Thoughts on different technologies to use in the classroom...

Thursday, December 30, 2010

Google Docs Flash Cards

 I started browsing in Google Docs one day (I can’t even remember now what I was looking for) when I stumbled on to a flash card gadget.  I read the directions at How to Make Google Flash Cards  and Google Flash Cards with Pictures and decided to give it a try.  In just a few minutes I had created electronic flash cards for my students, in my words.  It was almost too easy.  All you do is type the word into a spreadsheet, and the definition in the adjoining cell.   I set it up so that anyone with the link could access it (a mistake- see below **).   I wanted my students to be able to label their diagram with the name of the digestive organ, and then give it a simple definition they could relate to.  I was very excited about the possibilities for future uses- they can make their own for other systems and they can use these for review for quizzes now and the assessment later.  Here is the link for my digestive system flashcards.  Digestive System Flashcards

If you click on the "sheet" at the bottom, you get the word list, if you click on "gadget" you get the actual flash cards.  You can use mine as a template or use the official one at Google Flash Card gadget

**Important Note:  My students had some difficulty accessing my flash cards!  I was sure I had set them up with easy access.  I learned, after the first class couldn’t access them, that they need to be set up so that anyone can access them.  Giving the link only seems to work if the recipient is logged in to their google account; otherwise they must ask for permission to access.  I should have read the details more closely the first time, but in my enthusiasm I must have missed that.  My students were then able to access the cards from both school and at home.  I emailed the link home so that parents would know what we were studying and that a tool for review was available.  

I especially like the options that are available for the flashcard user.  Reverse allows the reader to see the definition and guess the vocabulary word and shuffle mixes up the order of the flashcards.  Giving anyone access to the cards only allows them to use the cards, but I kept the editing privilege for myself.  I have already created more for the next unit that my students are working on, and by the time we get to the assessment review the students will be able to use all of the sets to review.  I think that this is such a great tool and incredibly easy to set up and use.  I can’t wait to see what else I find!

 If you want to start one from scratch, it is really easy to do.  You can open a new Google Docs spreadsheet, and then go to Insert, Gadget, and then choose from any gadget listed.  There are many to choose from!


  1. Janet,
    What a fantastic find.
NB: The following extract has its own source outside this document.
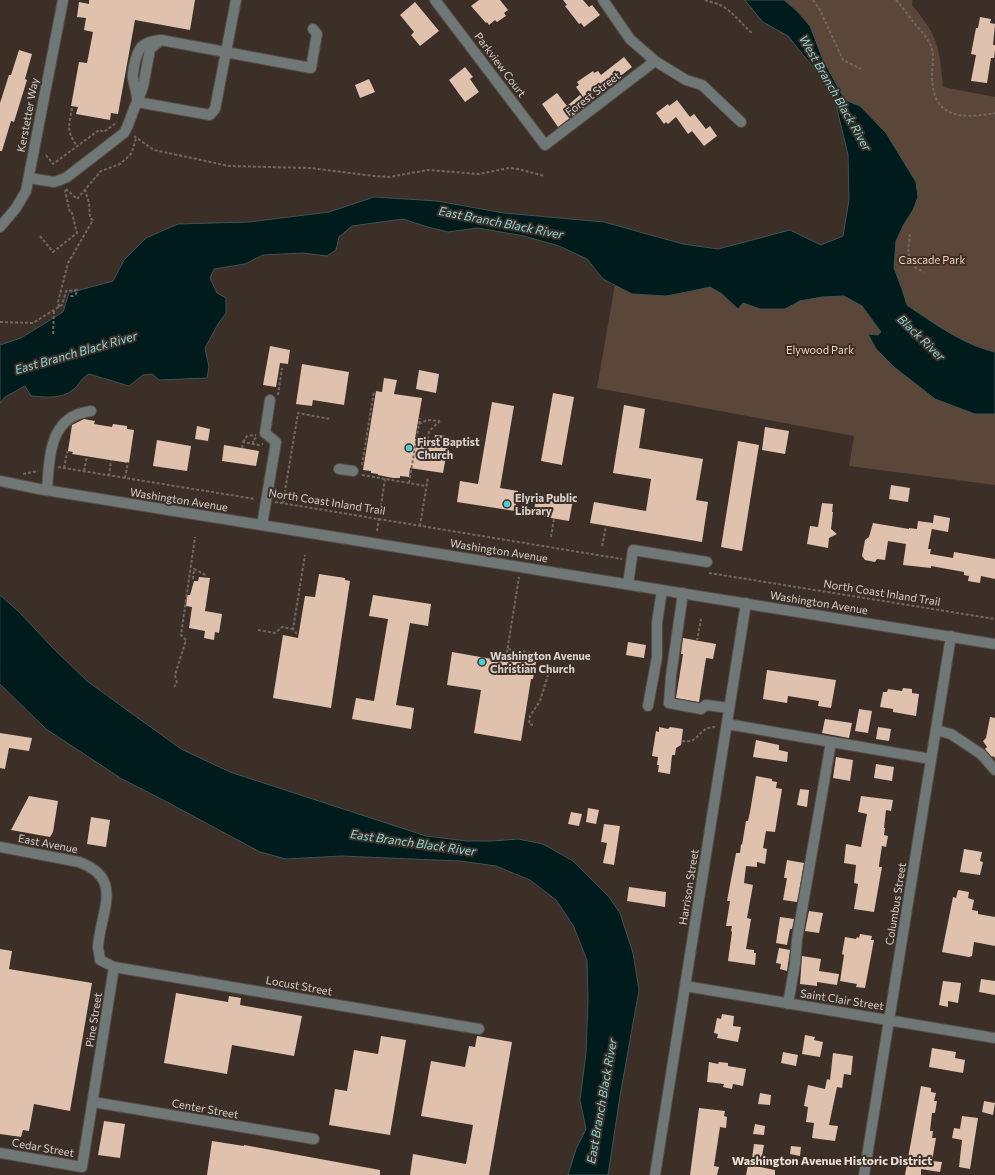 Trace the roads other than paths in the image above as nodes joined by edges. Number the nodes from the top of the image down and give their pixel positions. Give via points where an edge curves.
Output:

I love being able to customize these tools for your own unique use. Wonder how many other wonderful finds are out there just waiting to be stumbled upon.

  2. It is always great to find something you didn't know was there, especially a $20 bill in a winter coat!!! Anyway, it sounds like Google just keeps adding new features, no wonder some sneak by us. The flashcards remind me of StudyStack, which Keith mentioned to us earlier. Both sound like great resources.
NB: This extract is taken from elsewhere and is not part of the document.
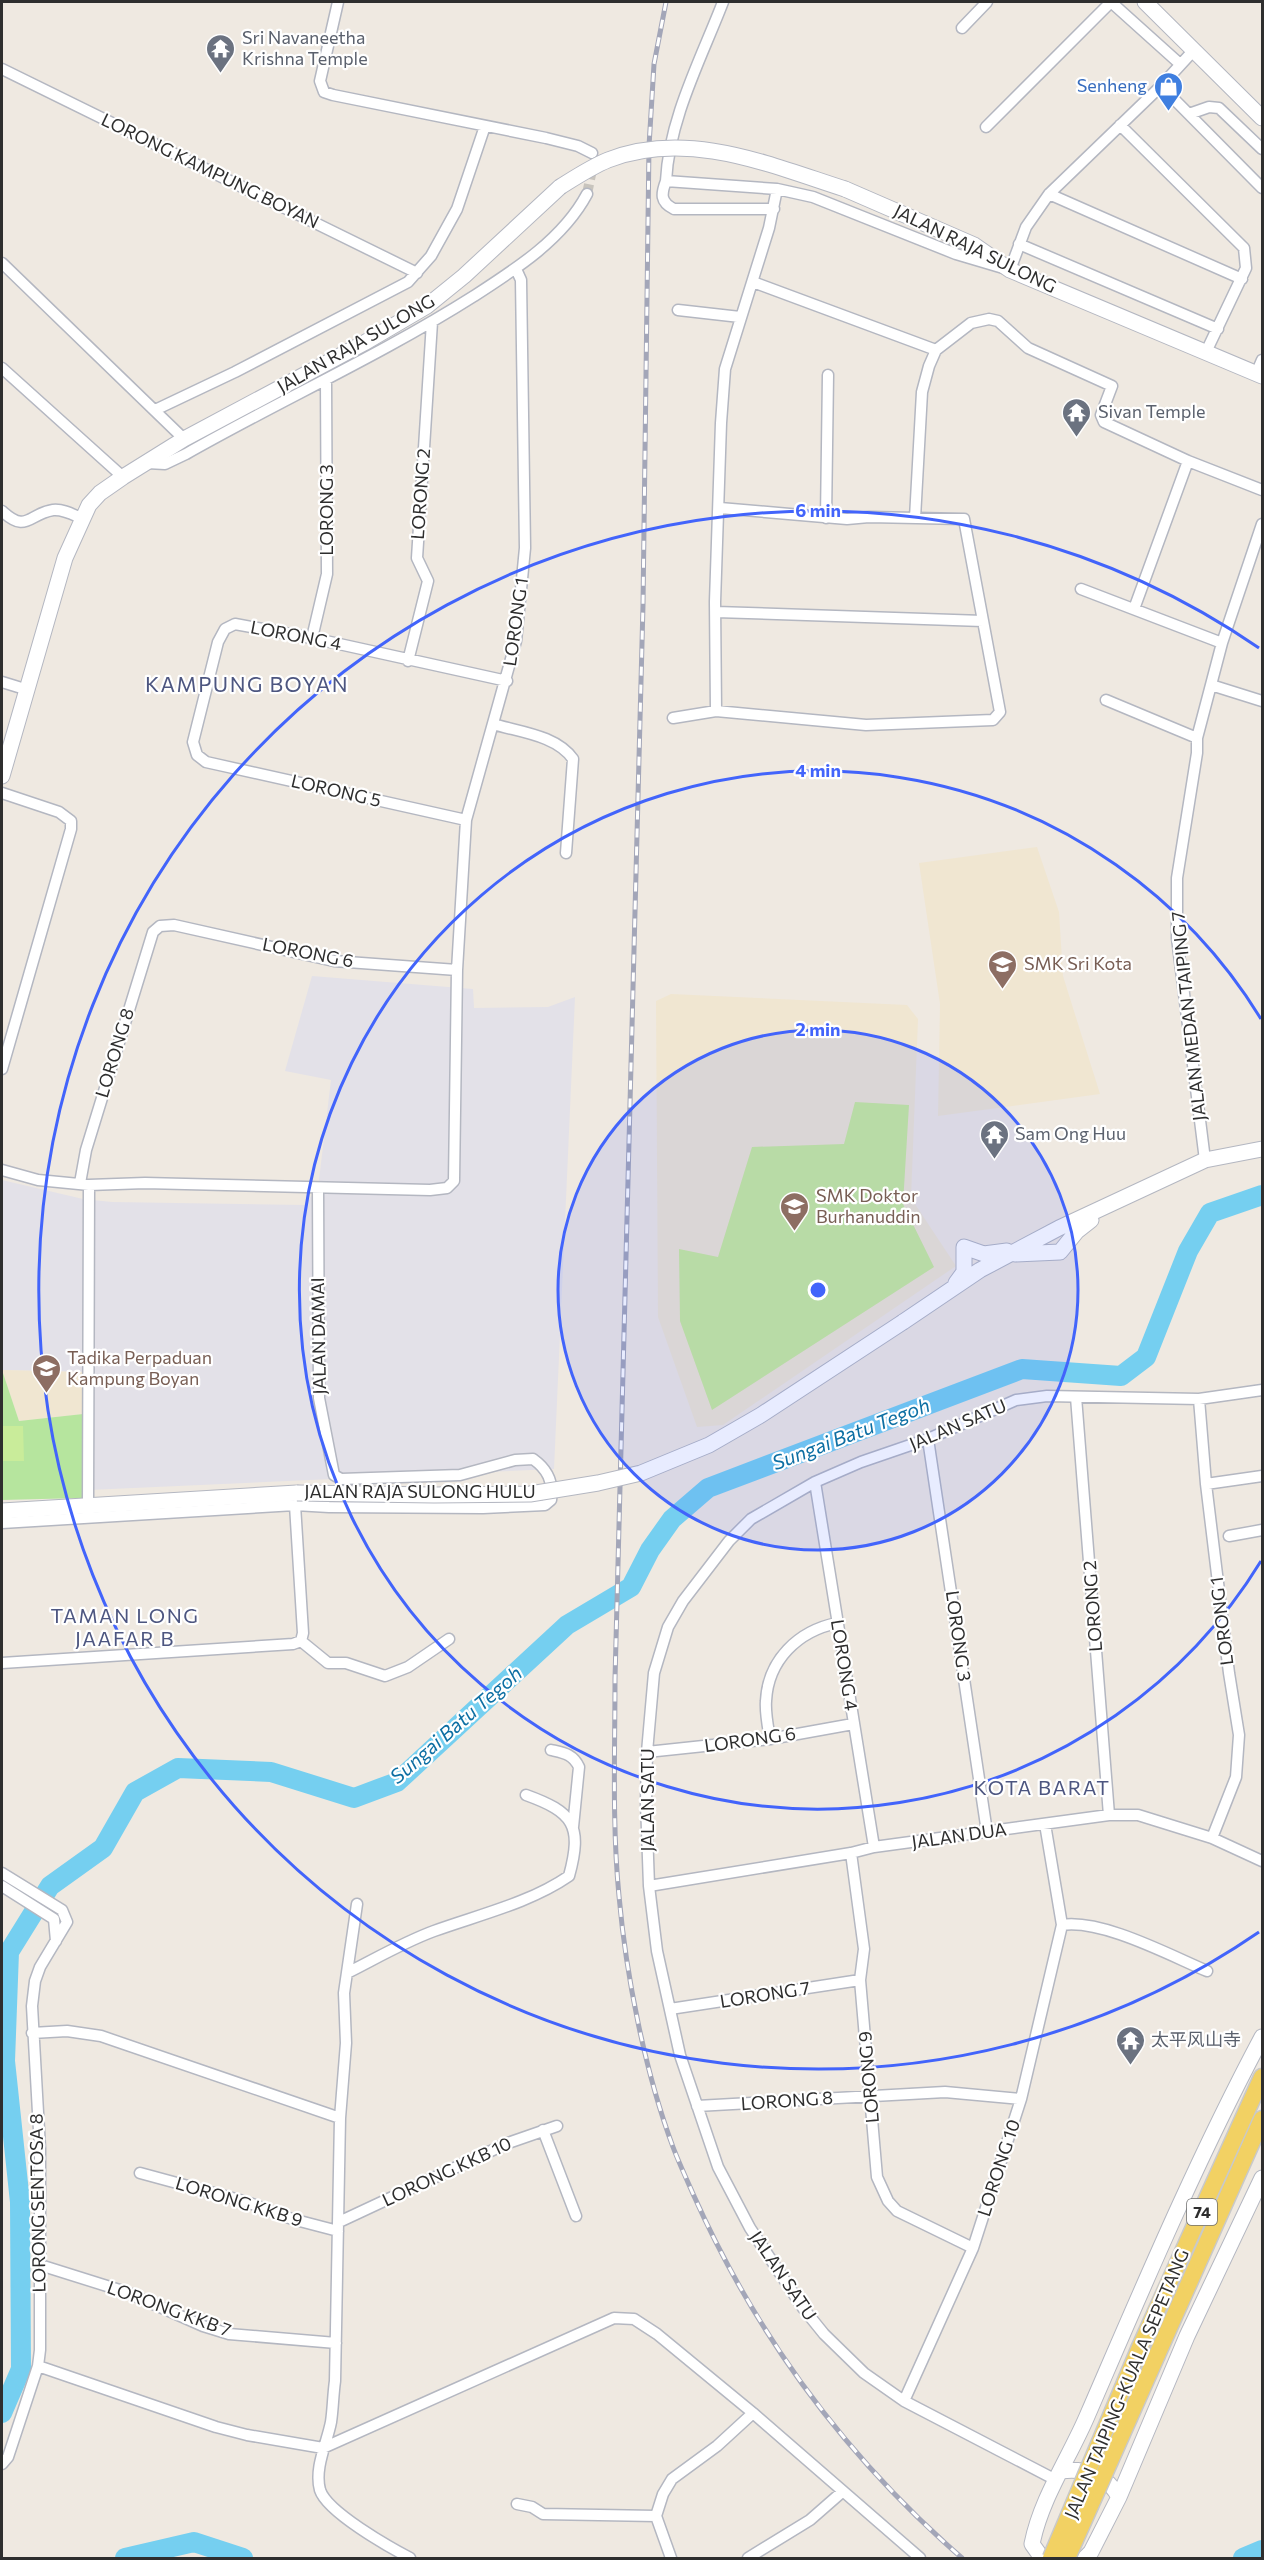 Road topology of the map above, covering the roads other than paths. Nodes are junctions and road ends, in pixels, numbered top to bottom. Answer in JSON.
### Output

  3. This is a great resource! Thanks for the note about setting up the access for all students to be able to see. I could find this really helpful for students and parents to use at home.

  4. I can't wait to try this! I know some of our parents are sick of buying index cards for their kids to make flash cards, but this would be perfect! I am definitely going to try this out. I can't believe that after all my searching and researching within Google Docs that I did not stumble upon this. Thank you SO MUCH for sharing!
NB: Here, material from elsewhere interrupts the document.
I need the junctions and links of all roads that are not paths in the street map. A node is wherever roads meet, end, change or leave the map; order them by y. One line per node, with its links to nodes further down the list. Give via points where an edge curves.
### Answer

  5. This looks great. Now, I need you to post skeletal vocabulary, circulatory vocabulary, muscular vocabulary, integumentary vocabulary, respiratory vocabulary, and excretory vocabulary!

  6. I am working on more lists...see the next post!

  7. Yes know us science teachers could use the help. This looks very easy to use and I want to start fooling with it soon!

  8. Janet,
    I think you may have won a prize! Great find! Like Joe said, this reminds me of study stack, but no offense to it (or Keith who has recommended it), this seems easier. I mean, anything google outs out seems to be relatively easy to navigate and this is no exception. I think the kids would really enjoy this site. I will share it with my kids this week!